I found here two questions that are similar but they have slightly different requirements:

• Minimizing weighted sum: The solution of this question finds the minimum path crossing all points. Here I am looking for minimal sum of total distances from each building to the place where the mailbox is.

• Minimum Total Distance From Locations: It uses 2D coordinates, and more important, the solution doesn't consider the weight (number of residents) on each location.

I saw this problem while reading Elements of Programming Interviews (really nice book, BTW), and this is listed as a variant of the quickselect algorithm. Considering that the median is the point that minimizes the sum of the distances, it looks like the solution would involve the quick selection to find the building at the "median" position of the street in O(N).

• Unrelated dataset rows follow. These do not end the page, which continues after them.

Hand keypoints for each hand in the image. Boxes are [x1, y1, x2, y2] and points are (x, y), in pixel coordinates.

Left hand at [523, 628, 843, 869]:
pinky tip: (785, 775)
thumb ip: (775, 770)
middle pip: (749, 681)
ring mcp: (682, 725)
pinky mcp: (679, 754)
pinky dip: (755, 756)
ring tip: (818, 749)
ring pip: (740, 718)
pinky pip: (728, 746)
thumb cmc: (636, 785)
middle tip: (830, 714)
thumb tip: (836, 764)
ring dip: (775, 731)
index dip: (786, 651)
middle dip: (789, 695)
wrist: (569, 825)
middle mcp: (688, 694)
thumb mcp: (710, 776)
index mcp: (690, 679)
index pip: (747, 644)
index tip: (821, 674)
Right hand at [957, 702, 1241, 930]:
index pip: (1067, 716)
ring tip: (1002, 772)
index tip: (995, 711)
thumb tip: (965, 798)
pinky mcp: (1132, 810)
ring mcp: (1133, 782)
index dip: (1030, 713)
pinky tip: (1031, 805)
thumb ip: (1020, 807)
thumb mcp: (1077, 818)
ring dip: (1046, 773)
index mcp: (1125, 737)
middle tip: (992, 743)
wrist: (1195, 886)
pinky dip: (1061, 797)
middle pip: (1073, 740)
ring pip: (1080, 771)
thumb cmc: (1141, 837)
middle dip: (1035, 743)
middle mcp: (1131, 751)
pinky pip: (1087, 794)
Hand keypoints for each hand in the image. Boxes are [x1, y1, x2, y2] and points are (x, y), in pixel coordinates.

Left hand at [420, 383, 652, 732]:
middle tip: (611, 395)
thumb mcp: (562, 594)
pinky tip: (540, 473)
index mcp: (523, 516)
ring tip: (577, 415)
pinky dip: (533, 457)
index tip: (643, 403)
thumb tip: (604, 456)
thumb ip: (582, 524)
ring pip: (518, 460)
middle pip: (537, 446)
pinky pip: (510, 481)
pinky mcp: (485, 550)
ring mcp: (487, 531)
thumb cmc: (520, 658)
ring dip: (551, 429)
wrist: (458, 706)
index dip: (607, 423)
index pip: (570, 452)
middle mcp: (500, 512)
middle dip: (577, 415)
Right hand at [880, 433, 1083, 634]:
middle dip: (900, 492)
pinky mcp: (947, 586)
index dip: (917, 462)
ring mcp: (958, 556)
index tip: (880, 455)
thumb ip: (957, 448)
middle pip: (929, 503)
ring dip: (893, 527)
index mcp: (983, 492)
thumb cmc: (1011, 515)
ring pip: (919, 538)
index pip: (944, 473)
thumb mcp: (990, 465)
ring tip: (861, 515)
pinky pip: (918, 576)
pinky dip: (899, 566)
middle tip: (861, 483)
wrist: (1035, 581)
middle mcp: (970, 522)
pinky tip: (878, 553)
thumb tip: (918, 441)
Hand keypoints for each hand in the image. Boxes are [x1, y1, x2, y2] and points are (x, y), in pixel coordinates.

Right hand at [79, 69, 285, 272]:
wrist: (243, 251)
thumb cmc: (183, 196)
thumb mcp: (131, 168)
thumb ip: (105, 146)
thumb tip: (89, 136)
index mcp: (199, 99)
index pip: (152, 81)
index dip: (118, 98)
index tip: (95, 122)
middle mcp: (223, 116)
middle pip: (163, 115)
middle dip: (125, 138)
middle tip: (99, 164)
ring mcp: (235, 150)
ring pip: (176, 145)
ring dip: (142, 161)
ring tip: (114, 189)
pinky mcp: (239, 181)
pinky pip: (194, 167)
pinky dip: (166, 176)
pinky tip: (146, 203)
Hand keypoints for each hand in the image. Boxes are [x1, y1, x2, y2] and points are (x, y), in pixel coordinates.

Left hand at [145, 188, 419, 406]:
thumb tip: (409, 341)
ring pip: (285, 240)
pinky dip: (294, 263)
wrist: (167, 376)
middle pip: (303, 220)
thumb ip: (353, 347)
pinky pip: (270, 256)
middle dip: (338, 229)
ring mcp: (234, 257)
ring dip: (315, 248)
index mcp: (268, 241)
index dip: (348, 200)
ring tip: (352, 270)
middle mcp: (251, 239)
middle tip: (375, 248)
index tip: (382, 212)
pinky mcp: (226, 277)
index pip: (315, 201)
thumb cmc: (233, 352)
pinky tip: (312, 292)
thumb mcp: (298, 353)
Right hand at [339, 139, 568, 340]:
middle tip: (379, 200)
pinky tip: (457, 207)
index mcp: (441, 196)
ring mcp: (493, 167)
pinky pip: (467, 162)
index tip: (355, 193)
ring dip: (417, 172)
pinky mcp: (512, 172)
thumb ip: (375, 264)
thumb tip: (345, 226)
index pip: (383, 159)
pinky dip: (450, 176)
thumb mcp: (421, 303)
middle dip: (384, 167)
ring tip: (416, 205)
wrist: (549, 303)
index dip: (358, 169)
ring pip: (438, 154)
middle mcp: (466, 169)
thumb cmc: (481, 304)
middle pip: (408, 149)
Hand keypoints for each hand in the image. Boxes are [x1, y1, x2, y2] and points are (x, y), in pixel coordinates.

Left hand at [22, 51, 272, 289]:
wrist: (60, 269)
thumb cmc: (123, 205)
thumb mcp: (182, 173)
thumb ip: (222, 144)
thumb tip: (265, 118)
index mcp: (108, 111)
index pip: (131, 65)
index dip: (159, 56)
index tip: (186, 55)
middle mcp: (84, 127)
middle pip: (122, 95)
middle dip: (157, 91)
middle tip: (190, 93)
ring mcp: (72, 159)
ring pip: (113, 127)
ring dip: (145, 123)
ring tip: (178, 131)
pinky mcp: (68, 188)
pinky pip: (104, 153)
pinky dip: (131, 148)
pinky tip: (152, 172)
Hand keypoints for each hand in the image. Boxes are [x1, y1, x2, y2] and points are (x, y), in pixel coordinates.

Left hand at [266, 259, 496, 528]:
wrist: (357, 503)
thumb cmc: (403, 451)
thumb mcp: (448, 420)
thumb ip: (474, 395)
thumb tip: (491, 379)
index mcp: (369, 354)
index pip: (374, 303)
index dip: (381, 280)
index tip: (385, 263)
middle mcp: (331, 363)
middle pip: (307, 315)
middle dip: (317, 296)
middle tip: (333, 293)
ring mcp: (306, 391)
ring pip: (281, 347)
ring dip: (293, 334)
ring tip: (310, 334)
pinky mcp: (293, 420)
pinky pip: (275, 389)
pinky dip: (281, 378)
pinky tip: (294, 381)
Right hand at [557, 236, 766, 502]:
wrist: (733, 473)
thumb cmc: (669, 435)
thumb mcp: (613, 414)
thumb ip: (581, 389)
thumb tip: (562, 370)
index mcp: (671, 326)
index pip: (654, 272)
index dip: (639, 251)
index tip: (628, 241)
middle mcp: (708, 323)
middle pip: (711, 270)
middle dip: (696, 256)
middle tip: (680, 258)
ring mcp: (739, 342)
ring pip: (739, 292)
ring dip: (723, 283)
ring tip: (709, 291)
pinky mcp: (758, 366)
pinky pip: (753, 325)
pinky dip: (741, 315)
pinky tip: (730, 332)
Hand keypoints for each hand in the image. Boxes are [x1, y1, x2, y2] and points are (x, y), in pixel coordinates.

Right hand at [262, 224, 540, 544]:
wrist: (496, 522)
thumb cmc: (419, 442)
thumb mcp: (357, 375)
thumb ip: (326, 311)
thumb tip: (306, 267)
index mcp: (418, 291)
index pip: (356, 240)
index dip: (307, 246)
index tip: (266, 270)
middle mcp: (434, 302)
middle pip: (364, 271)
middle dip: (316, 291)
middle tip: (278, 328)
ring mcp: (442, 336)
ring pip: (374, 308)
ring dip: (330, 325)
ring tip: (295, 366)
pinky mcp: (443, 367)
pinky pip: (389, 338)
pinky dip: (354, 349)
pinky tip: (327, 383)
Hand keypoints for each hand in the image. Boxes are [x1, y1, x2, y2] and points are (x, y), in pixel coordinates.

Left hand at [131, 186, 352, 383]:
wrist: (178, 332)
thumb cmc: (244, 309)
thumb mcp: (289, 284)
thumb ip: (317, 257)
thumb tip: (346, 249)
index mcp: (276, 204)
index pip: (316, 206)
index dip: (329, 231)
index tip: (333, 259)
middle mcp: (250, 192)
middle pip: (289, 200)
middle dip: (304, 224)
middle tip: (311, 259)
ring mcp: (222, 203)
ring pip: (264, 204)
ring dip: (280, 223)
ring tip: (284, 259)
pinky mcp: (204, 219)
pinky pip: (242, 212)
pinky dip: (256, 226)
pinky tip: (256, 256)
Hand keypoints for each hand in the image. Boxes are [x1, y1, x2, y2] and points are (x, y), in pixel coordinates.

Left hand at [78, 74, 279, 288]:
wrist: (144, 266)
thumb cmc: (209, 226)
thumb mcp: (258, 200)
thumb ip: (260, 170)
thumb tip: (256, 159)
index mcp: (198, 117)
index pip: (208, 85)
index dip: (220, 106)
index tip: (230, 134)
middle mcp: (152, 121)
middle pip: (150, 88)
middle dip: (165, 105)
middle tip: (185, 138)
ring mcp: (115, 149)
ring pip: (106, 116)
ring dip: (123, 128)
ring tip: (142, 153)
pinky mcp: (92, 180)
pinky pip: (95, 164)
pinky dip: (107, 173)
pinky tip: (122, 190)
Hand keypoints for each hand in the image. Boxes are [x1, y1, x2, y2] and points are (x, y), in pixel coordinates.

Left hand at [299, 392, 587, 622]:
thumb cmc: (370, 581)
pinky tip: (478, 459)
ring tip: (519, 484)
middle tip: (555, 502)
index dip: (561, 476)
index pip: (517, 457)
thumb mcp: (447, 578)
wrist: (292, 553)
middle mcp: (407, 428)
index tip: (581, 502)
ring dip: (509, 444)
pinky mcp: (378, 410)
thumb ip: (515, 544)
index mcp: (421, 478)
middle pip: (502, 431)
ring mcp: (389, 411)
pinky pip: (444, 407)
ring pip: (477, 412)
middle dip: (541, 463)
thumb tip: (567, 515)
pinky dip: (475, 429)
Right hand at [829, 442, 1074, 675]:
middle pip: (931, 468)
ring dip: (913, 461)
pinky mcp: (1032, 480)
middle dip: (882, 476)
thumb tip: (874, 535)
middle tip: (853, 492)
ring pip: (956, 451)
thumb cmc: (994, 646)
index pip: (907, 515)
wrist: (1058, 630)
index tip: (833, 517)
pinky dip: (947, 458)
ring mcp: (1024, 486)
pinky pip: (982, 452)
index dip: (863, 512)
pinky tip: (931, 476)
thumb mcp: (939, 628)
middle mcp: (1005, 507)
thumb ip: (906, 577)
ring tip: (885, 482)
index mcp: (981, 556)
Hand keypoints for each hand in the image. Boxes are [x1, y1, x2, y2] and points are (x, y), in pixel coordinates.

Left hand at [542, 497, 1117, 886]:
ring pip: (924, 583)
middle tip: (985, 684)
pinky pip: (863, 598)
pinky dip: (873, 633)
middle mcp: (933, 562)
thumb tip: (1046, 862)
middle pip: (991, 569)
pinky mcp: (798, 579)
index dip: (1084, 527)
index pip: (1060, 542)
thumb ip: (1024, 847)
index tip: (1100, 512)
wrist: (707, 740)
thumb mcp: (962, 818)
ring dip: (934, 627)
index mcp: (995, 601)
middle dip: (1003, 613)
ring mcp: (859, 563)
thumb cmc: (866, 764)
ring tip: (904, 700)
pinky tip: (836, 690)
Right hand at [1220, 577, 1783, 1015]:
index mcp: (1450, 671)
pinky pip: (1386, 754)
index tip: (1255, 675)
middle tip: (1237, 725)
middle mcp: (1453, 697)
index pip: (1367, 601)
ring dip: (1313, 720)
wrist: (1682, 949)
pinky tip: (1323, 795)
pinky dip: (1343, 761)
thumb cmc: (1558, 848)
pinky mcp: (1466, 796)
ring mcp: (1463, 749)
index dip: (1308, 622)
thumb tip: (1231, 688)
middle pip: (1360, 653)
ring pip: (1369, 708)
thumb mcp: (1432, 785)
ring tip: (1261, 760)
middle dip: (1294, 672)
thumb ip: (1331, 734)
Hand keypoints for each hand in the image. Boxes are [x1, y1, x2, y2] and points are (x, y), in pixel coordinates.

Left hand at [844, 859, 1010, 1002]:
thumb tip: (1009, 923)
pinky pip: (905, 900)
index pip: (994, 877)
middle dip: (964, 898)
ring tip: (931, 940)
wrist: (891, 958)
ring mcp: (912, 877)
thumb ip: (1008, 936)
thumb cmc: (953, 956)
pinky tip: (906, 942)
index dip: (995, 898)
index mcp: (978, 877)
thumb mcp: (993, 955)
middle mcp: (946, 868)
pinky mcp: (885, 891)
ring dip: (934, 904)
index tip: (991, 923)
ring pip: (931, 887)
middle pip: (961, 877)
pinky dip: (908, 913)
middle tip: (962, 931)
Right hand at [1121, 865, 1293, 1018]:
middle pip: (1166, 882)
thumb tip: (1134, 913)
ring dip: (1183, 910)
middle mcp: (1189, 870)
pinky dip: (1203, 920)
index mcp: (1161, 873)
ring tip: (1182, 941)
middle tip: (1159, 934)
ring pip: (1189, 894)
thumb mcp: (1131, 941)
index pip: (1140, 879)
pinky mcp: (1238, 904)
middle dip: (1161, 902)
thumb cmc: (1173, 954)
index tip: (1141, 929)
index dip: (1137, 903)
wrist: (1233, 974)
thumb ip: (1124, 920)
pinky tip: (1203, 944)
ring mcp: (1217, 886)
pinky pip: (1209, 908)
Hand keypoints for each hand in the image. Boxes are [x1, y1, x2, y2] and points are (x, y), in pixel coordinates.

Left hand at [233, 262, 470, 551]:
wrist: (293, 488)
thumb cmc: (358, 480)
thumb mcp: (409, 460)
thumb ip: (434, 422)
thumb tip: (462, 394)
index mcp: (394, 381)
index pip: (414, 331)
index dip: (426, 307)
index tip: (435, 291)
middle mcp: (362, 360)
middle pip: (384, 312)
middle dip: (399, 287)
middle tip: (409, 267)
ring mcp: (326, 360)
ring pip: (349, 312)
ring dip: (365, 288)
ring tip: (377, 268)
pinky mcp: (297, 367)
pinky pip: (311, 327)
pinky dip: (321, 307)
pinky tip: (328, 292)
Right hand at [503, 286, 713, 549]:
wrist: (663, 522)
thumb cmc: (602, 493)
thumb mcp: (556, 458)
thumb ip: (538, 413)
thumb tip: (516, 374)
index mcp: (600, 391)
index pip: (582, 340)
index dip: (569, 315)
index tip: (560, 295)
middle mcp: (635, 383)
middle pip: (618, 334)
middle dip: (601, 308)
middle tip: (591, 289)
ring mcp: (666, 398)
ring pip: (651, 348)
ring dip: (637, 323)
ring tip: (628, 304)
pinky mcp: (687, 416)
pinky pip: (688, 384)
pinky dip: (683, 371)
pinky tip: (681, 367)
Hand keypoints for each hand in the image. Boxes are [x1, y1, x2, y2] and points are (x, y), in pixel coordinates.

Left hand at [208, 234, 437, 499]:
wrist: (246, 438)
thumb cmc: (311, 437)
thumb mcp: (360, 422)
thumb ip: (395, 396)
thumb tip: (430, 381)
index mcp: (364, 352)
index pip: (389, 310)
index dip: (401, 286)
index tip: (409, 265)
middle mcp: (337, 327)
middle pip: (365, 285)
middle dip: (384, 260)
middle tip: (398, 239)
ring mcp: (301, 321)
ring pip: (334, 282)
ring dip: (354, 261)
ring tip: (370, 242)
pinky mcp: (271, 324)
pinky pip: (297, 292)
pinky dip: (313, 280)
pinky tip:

But I can't figure out how to account the residents on each building and still keep the solution linear.

Answer 1

We can use the deltas to determine direction. I'll explain what I mean. As it relates to choosing a mailbox location at one of the buildings' (that is, not in between two buildings):

Choose one of the buildings as a pivot (potential mailbox location). Partition the buildings according to their location in relation to the pivot. While partitioning, keep a record of the closest building on each side of the pivot, as well as (1) the total number of residents on each side of the pivot, and (2) f(side, pivot) representing the total sum of each buildings' distance from the pivot multiplied by the number of residents in that building.

Now we have:

L pivot R

To determine if an improvement can be made for our choice, try each of the closest buildings we recorded earlier:

If we were to move our choice one building to the left, how would the results change? Let's call the closest building on the left build_l, and the right, build_r. So the new results moving our choice one building to the left would be:

Left side:

  f(L, pivot)
- distance(build_l, pivot) * num_residents(build_l)

Right side:

  f(R, pivot) 
  // we saved this earlier
+ total_residents(R) * distance(pivot, build_l)
+ num_residents(pivot) * distance(pivot, build_l)

Perform a similar calculation for moving the choice one building to the right to see which yields a smaller total. Then pick the side with the building that yields an improvement and partition it recursively in similar quickselect fashion until an optimal result is found. For the other side we keep track of the total number of residents, and total result for f so far, which we can update with the new additions as we go.

Answer 2

I'd solve it in the following fashion (pseudocode below).

Pass array left to right and compute cost of putting mailbox in the house i for all residents j <= i.

# When we place mailbox at building i, all its residents contribute 0 to the total cost.
current_number_of_residents += residents_at_building[i-1]

# For each resident we've seen so far, the cost is increased by building_location[i] - building_location[i-1]
distance_delta = building_location[i] - building_location[i-1]

C_left[i] = C_left[i-1] + distance_delta * current_number_of_residents

Then we process array right-to-left in similar fashion. Now we can find the optimal location by checking for minimum sum:

min_total_distance = min(min_total_distance, C_left[i] + C_right[i])

Time complexity is O(n) since we make 3 passes over the array. Space complexity is O(n) to keep C_left and C_right arrays.

Quickselect algorithm complexity (suggested by @גלעד-ברקן) is also O(n) on average, but can be O(n^2) in the worst case. So I don't see the benefit of that approach over what I suggested. Any comments are welcome.